From the records below, copy the lines that include "улица".

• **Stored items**
- - -

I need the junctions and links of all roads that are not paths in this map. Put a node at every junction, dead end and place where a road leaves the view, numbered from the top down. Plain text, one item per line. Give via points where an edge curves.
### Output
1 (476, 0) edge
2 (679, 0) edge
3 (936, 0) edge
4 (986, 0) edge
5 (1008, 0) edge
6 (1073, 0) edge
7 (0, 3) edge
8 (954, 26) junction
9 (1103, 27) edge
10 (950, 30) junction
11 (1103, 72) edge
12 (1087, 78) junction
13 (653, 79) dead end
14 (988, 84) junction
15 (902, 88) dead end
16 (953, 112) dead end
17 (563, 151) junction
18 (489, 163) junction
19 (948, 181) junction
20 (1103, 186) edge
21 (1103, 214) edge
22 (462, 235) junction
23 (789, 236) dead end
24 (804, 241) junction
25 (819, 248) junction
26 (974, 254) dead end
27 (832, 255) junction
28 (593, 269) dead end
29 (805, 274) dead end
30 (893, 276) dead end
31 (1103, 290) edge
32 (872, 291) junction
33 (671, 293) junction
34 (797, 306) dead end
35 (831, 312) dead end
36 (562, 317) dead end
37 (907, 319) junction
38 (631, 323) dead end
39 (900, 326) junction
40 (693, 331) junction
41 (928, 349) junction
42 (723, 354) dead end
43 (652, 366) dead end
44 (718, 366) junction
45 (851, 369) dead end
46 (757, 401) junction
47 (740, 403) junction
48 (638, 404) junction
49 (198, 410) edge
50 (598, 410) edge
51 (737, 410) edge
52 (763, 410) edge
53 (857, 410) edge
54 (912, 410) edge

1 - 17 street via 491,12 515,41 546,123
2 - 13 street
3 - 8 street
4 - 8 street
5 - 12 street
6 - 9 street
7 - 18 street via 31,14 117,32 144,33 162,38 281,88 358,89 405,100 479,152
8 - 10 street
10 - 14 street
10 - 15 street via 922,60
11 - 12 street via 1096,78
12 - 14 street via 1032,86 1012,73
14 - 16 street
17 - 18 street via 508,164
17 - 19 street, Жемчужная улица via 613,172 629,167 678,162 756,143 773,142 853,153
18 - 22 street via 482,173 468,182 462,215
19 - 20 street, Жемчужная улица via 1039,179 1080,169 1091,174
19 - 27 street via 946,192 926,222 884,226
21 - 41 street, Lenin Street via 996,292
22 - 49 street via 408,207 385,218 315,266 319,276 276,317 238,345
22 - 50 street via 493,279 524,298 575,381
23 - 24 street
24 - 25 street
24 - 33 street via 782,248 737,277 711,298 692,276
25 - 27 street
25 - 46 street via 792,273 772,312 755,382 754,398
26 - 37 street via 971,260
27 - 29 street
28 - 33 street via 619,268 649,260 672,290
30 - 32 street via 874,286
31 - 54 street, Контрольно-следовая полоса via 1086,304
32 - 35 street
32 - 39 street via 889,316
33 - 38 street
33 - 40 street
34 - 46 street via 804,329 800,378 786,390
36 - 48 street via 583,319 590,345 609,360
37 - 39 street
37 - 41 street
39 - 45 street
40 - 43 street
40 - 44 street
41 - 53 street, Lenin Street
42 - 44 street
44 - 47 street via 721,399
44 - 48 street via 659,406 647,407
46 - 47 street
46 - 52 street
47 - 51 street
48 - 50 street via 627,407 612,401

- - -

• **Answer space**
17 - 19 street, Жемчужная улица via 613,172 629,167 678,162 756,143 773,142 853,153
19 - 20 street, Жемчужная улица via 1039,179 1080,169 1091,174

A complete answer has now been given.